Stored items:
▬▬▬▬▬▬

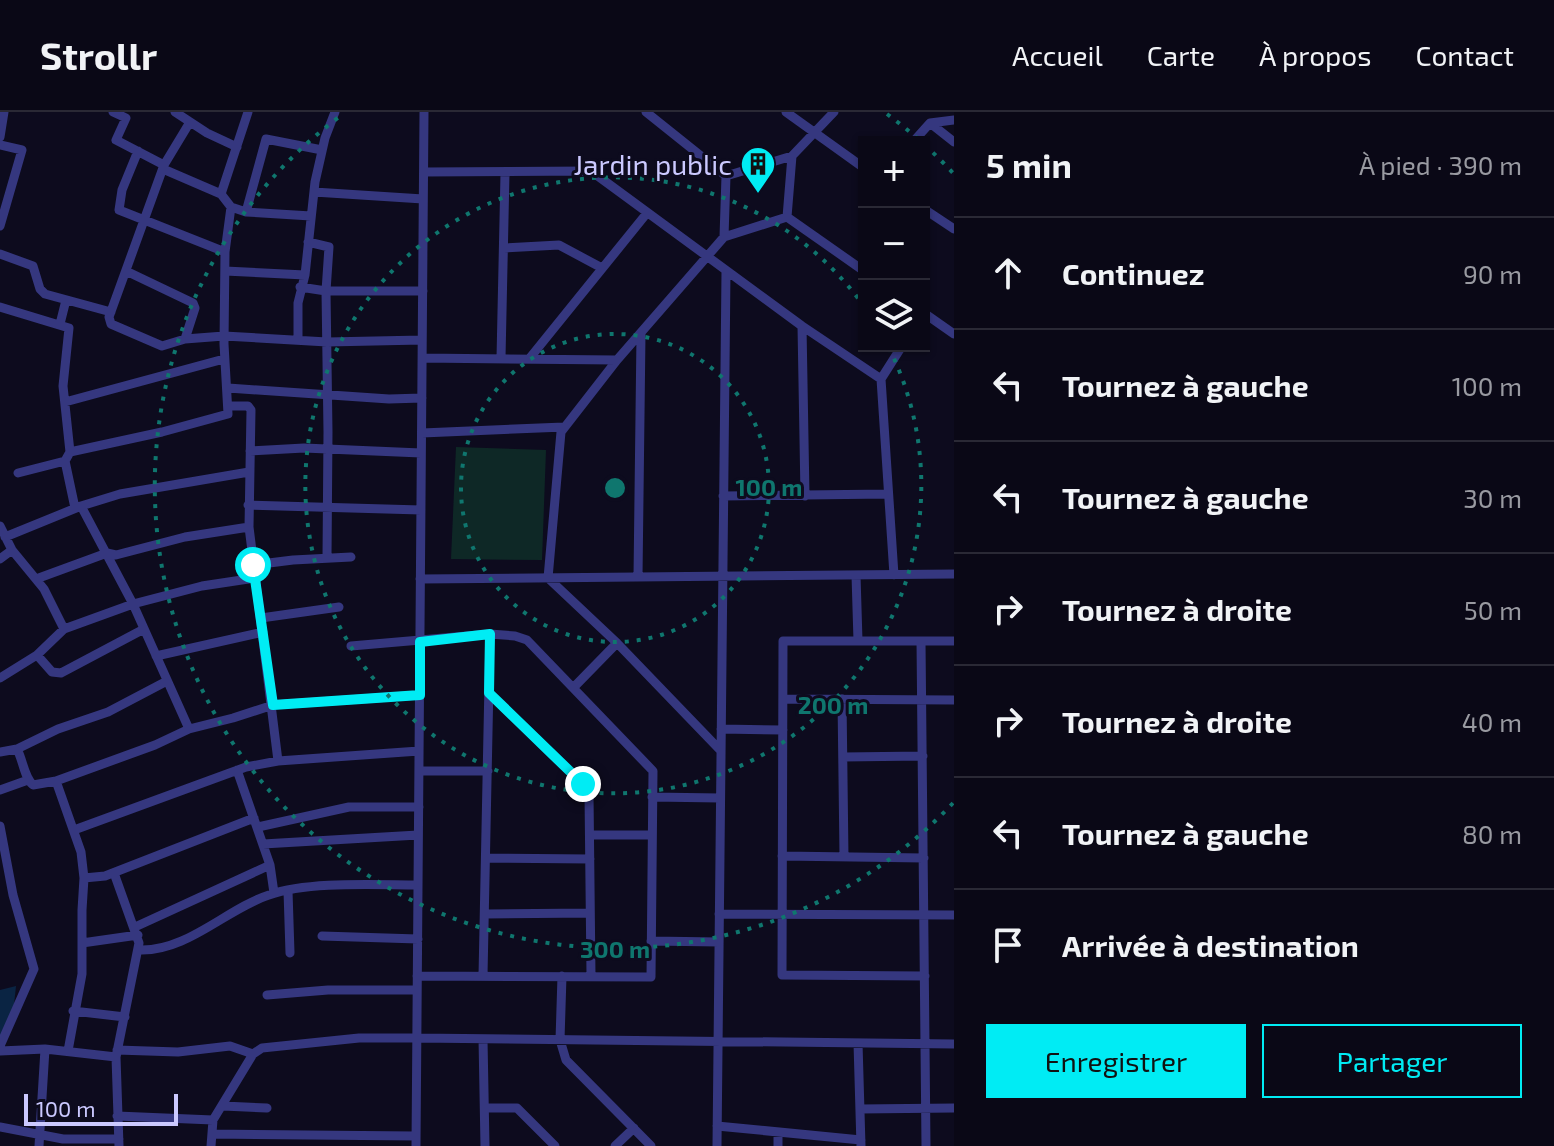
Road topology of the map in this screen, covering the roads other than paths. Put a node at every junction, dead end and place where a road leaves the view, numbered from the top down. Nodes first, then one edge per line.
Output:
1 (4, 112) edge
2 (113, 112) edge
3 (175, 112) edge
4 (248, 112) edge
5 (335, 112) edge
6 (424, 112) edge
7 (646, 112) edge
8 (786, 112) edge
9 (834, 112) edge
10 (954, 120) edge
11 (190, 122) junction
12 (930, 123) junction
13 (815, 133) junction
14 (918, 136) edge
15 (0, 137) edge
16 (954, 142) edge
17 (0, 145) edge
18 (237, 147) junction
19 (322, 150) junction
20 (138, 151) junction
21 (792, 156) junction
22 (858, 164) edge
23 (164, 167) junction
24 (424, 172) junction
25 (505, 173) junction
26 (726, 176) junction
27 (314, 192) junction
28 (221, 194) junction
29 (423, 199) junction
30 (4, 202) edge
31 (231, 207) junction
32 (246, 212) junction
33 (647, 213) junction
34 (930, 213) edge
35 (311, 216) junction
36 (787, 217) junction
37 (142, 221) junction
38 (0, 226) edge
39 (954, 229) edge
40 (724, 237) junction
41 (308, 242) junction
42 (504, 248) junction
43 (225, 252) junction
44 (0, 254) edge
45 (707, 258) junction
46 (858, 267) edge
47 (602, 268) junction
48 (126, 271) junction
49 (225, 271) junction
50 (726, 271) junction
51 (305, 275) junction
52 (300, 287) junction
53 (326, 291) junction
54 (423, 291) junction
55 (66, 300) junction
56 (0, 307) edge
57 (111, 312) junction
58 (930, 317) edge
59 (60, 324) junction
60 (802, 326) junction
61 (641, 334) junction
62 (954, 334) edge
63 (224, 336) junction
64 (185, 339) junction
65 (298, 340) junction
66 (422, 340) junction
67 (327, 342) junction
68 (898, 352) edge
69 (422, 358) junction
70 (501, 358) junction
71 (224, 359) junction
72 (529, 359) junction
73 (617, 360) junction
74 (881, 379) junction
75 (228, 388) junction
76 (326, 395) junction
77 (422, 398) junction
78 (65, 402) junction
79 (230, 406) junction
80 (564, 427) junction
81 (422, 433) junction
82 (328, 450) junction
83 (250, 451) junction
84 (421, 453) junction
85 (68, 457) junction
86 (249, 472) junction
87 (18, 473) dead end
88 (888, 494) junction
89 (723, 496) junction
90 (805, 496) junction
91 (248, 505) junction
92 (78, 507) junction
93 (326, 507) junction
94 (421, 510) junction
95 (0, 526) edge
96 (249, 527) junction
97 (5, 537) junction
98 (12, 550) junction
99 (107, 553) junction
100 (351, 557) dead end
101 (327, 558) junction
102 (0, 559) edge
103 (253, 565) junction
104 (954, 574) edge
105 (856, 575) junction
106 (894, 575) junction
107 (723, 576) junction
108 (638, 577) junction
109 (255, 578) junction
110 (548, 578) junction
111 (36, 579) junction
112 (420, 579) junction
113 (133, 604) junction
114 (339, 607) dead end
115 (261, 618) junction
116 (64, 629) junction
117 (144, 629) junction
118 (263, 632) junction
119 (490, 634) junction
120 (858, 641) junction
121 (921, 641) junction
122 (954, 641) edge
123 (420, 642) junction
124 (617, 643) junction
125 (351, 646) dead end
126 (37, 655) junction
127 (156, 656) junction
128 (0, 678) edge
129 (167, 681) junction
130 (574, 687) junction
131 (489, 693) junction
132 (420, 695) junction
133 (783, 699) junction
134 (842, 699) junction
135 (922, 700) junction
136 (954, 700) edge
137 (273, 705) junction
138 (189, 729) junction
139 (721, 729) junction
140 (783, 730) junction
141 (17, 749) junction
142 (419, 751) junction
143 (721, 751) junction
144 (0, 752) edge
145 (923, 756) junction
146 (843, 757) junction
147 (278, 761) junction
148 (237, 770) junction
149 (419, 771) junction
150 (488, 771) junction
151 (28, 780) junction
152 (56, 781) junction
153 (0, 790) edge
154 (652, 797) junction
155 (720, 798) junction
156 (419, 807) junction
157 (256, 823) junction
158 (0, 826) edge
159 (74, 830) junction
160 (418, 835) junction
161 (590, 835) junction
162 (652, 835) junction
163 (263, 844) junction
164 (782, 856) junction
165 (844, 857) junction
166 (486, 858) junction
167 (924, 858) junction
168 (590, 859) junction
169 (270, 865) junction
170 (114, 873) junction
171 (84, 878) junction
172 (418, 885) junction
173 (288, 891) junction
174 (274, 893) junction
175 (590, 913) junction
176 (485, 914) junction
177 (719, 914) junction
178 (782, 914) junction
179 (924, 915) junction
180 (954, 915) edge
181 (136, 931) junction
182 (322, 936) dead end
183 (418, 939) junction
184 (651, 941) junction
185 (719, 942) junction
186 (82, 943) junction
187 (139, 950) junction
188 (290, 953) dead end
189 (417, 976) junction
190 (483, 976) junction
191 (562, 976) junction
192 (591, 976) junction
193 (925, 976) junction
194 (417, 990) junction
195 (267, 995) dead end
196 (73, 1011) junction
197 (125, 1017) junction
198 (417, 1038) junction
199 (483, 1039) junction
200 (560, 1040) junction
201 (718, 1042) junction
202 (858, 1043) junction
203 (926, 1044) junction
204 (954, 1044) edge
205 (0, 1049) edge
206 (45, 1049) junction
207 (68, 1051) junction
208 (117, 1053) junction
209 (253, 1054) junction
210 (223, 1106) junction
211 (267, 1108) dead end
212 (485, 1108) junction
213 (926, 1108) junction
214 (954, 1108) edge
215 (860, 1109) junction
216 (117, 1116) junction
217 (213, 1120) junction
218 (717, 1126) junction
219 (0, 1127) edge
220 (634, 1128) junction
221 (778, 1132) junction
222 (212, 1134) junction
223 (39, 1140) edge
224 (416, 1141) edge
225 (119, 1142) edge
226 (861, 1143) edge
227 (211, 1146) edge
228 (485, 1146) edge
229 (555, 1146) edge
230 (615, 1146) edge
231 (651, 1146) edge
232 (717, 1146) edge
233 (778, 1146) edge
234 (926, 1146) edge

1 - 15 street
2 - 20 street
3 - 11 street
4 - 18 street
5 - 19 street
6 - 24 street
7 - 26 street
8 - 13 street
9 - 13 street
10 - 12 street
11 - 18 street
11 - 23 street
12 - 14 street
12 - 16 street
13 - 21 street
13 - 22 street
17 - 30 street
18 - 28 street
19 - 27 street
19 - 32 street
20 - 23 street
20 - 37 street
21 - 26 street
21 - 36 street
23 - 28 street
23 - 37 street
24 - 25 street
24 - 29 street
25 - 33 street
25 - 42 street
26 - 40 street
27 - 29 street
27 - 35 street
28 - 31 street
29 - 54 street
30 - 38 street
31 - 32 street
31 - 43 street
32 - 35 street
33 - 45 street
33 - 47 street
34 - 39 street
35 - 41 street
36 - 40 street
36 - 46 street
37 - 43 street
37 - 48 street
40 - 45 street
41 - 51 street
41 - 53 street
42 - 47 street
42 - 70 street
43 - 49 street
44 - 55 street
45 - 50 street
45 - 61 street
47 - 72 street
48 - 57 street
48 - 64 street
49 - 51 street
49 - 63 street
50 - 60 street
50 - 89 street
51 - 52 street
52 - 53 street
52 - 65 street
53 - 54 street
53 - 67 street
54 - 66 street
55 - 57 street
55 - 59 street
56 - 59 street
57 - 64 street
58 - 62 street
59 - 78 street
60 - 74 street
60 - 90 street
61 - 73 street
61 - 108 street
63 - 64 street
63 - 65 street
63 - 71 street
65 - 67 street
66 - 67 street
66 - 69 street
67 - 76 street
68 - 74 street
69 - 70 street
69 - 77 street
70 - 72 street
71 - 75 street
71 - 78 street
72 - 73 street
73 - 80 street
74 - 88 street
75 - 76 street
75 - 79 street
76 - 77 street
76 - 82 street
77 - 81 street
78 - 85 street
79 - 83 street
79 - 85 street
80 - 81 street
80 - 110 street
81 - 84 street
82 - 83 street
82 - 84 street
82 - 93 street
83 - 86 street
84 - 94 street
85 - 87 street
85 - 92 street
86 - 91 street
86 - 92 street
88 - 90 street
88 - 106 street
89 - 90 street
89 - 107 street
91 - 93 street
91 - 96 street
92 - 97 street
92 - 99 street
93 - 94 street
93 - 101 street
94 - 112 street
95 - 97 street
96 - 99 street
96 - 103 street
97 - 98 street
98 - 102 street
98 - 111 street
99 - 111 street
99 - 113 street
100 - 101 street
101 - 103 street
103 - 109 street
104 - 106 street
105 - 106 street
105 - 107 street
105 - 120 street
107 - 108 street
107 - 139 street
108 - 110 street
109 - 113 street
109 - 115 street
110 - 112 street
110 - 124 street
111 - 116 street
112 - 123 street
113 - 116 street
113 - 117 street
114 - 115 street
115 - 118 street
116 - 126 street
117 - 126 street
117 - 127 street
118 - 127 street
118 - 137 street
119 - 123 street
119 - 130 street
119 - 131 street
120 - 121 street
120 - 133 street
121 - 122 street
121 - 135 street
123 - 125 street
123 - 132 street
124 - 130 street
124 - 143 street
126 - 128 street
127 - 129 street
129 - 138 street
129 - 141 street
130 - 154 street
131 - 150 street
131 - 161 street
132 - 137 street
132 - 142 street
133 - 134 street
133 - 140 street
134 - 135 street
134 - 146 street
135 - 136 street
135 - 145 street
137 - 138 street
137 - 147 street
138 - 152 street
139 - 140 street
139 - 143 street
140 - 164 street
141 - 144 street
141 - 151 street
142 - 147 street
142 - 149 street
143 - 155 street
145 - 146 street
145 - 167 street
146 - 165 street
147 - 148 street
148 - 157 street
148 - 159 street
149 - 150 street
149 - 156 street
150 - 166 street
151 - 152 street
151 - 153 street
152 - 159 street
154 - 155 street
154 - 162 street
155 - 177 street
156 - 157 street
156 - 160 street
157 - 163 street
157 - 170 street
158 - 205 street
159 - 171 street
160 - 163 street
160 - 172 street
161 - 162 street
161 - 168 street
162 - 184 street
163 - 169 street
164 - 165 street
164 - 178 street
165 - 167 street
166 - 168 street
166 - 176 street
167 - 179 street
168 - 175 street
169 - 174 street
169 - 181 street
170 - 171 street
170 - 181 street
171 - 186 street
172 - 173 street
172 - 183 street
173 - 174 street
173 - 188 street
174 - 187 street
175 - 176 street
175 - 192 street
176 - 190 street
177 - 178 street
177 - 185 street
178 - 179 street
178 - 193 street
179 - 180 street
179 - 193 street
181 - 186 street
181 - 187 street
182 - 183 street
183 - 189 street
184 - 185 street
184 - 192 street
185 - 201 street
186 - 196 street
187 - 197 street
189 - 190 street
189 - 194 street
190 - 191 street
191 - 192 street
191 - 200 street
193 - 203 street
194 - 195 street
194 - 198 street
196 - 197 street
196 - 207 street
197 - 208 street
198 - 199 street
198 - 209 street
198 - 224 street
199 - 200 street
199 - 212 street
200 - 201 street
200 - 220 street
201 - 202 street
201 - 218 street
202 - 203 street
202 - 215 street
203 - 204 street
203 - 213 street
205 - 206 street
206 - 207 street
206 - 223 street
207 - 208 street
208 - 209 street
208 - 216 street
209 - 210 street
210 - 211 street
210 - 217 street
212 - 228 street
212 - 229 street
213 - 214 street
213 - 215 street
213 - 234 street
215 - 226 street
216 - 217 street
216 - 225 street
217 - 222 street
218 - 221 street
218 - 232 street
219 - 223 street
220 - 230 street
220 - 231 street
221 - 226 street
221 - 233 street
222 - 224 street
222 - 227 street
223 - 225 street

▬▬▬▬▬▬

= WHAT THE EXERCISE ASKS =
Among the entries above, tally each line with the string "dead" and state that figure only.

= EXERCISE RESPONSE =
9